Lee Jackson has covered Wall Street analysts' equity and debt research and equity strategy daily for 24/7 Wall St. since 2012. His broad and diverse career, which included a stint as the creative services director at the NBC affiliate in Austin, Texas, gives him unique insight into the financial industry and world.

Lee Jackson's journey in the financial industry spans over 30 years, with nearly two decades as an institutional equity salesperson at Bear Stearns, Lehman Brothers, and Morgan Stanley. His career was marked by his presence on the sell side during pivotal Wall Street events, from the dot.com rise and bubble to the Long Term Capital Management debacle, 9/11, and the Great Recession of 2008. This is a testament to his resilience and adaptability in the face of market volatility.
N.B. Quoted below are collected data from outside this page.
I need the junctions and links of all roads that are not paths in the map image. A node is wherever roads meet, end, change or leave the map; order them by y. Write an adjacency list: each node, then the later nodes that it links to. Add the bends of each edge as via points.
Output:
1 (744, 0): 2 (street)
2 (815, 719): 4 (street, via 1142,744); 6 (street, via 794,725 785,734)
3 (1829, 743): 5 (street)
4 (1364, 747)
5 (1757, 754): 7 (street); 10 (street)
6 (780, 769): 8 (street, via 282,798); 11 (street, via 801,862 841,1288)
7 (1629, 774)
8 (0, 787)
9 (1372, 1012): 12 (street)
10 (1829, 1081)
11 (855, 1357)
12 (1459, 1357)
Lee Jackson’s practical financial industry experience, acquired from a career at some of the biggest banks and brokerage firms, is complemented by a lifetime of writing on various platforms. This unique combination allows him to shed light on the intricacies and workings of Wall Street in a way that only someone with deep insider experience and knowledge can. Moreover, his extensive network across Wall Street continues to provide direct access for him and 24/7 Wall St., a privilege few firms enjoy.

Since 2012, Jackson’s work for 24/7 Wall St. has been featured in Barron’s, Yahoo Finance, MarketWatch, Business Insider, TradingView, Real Money, The Street, Seeking Alpha, Benzinga, and other media outlets. He attended the prestigious Cranbrook Schools in Bloomfield Hills, Michigan, and has a degree in broadcasting from the Specs Howard School of Media Arts.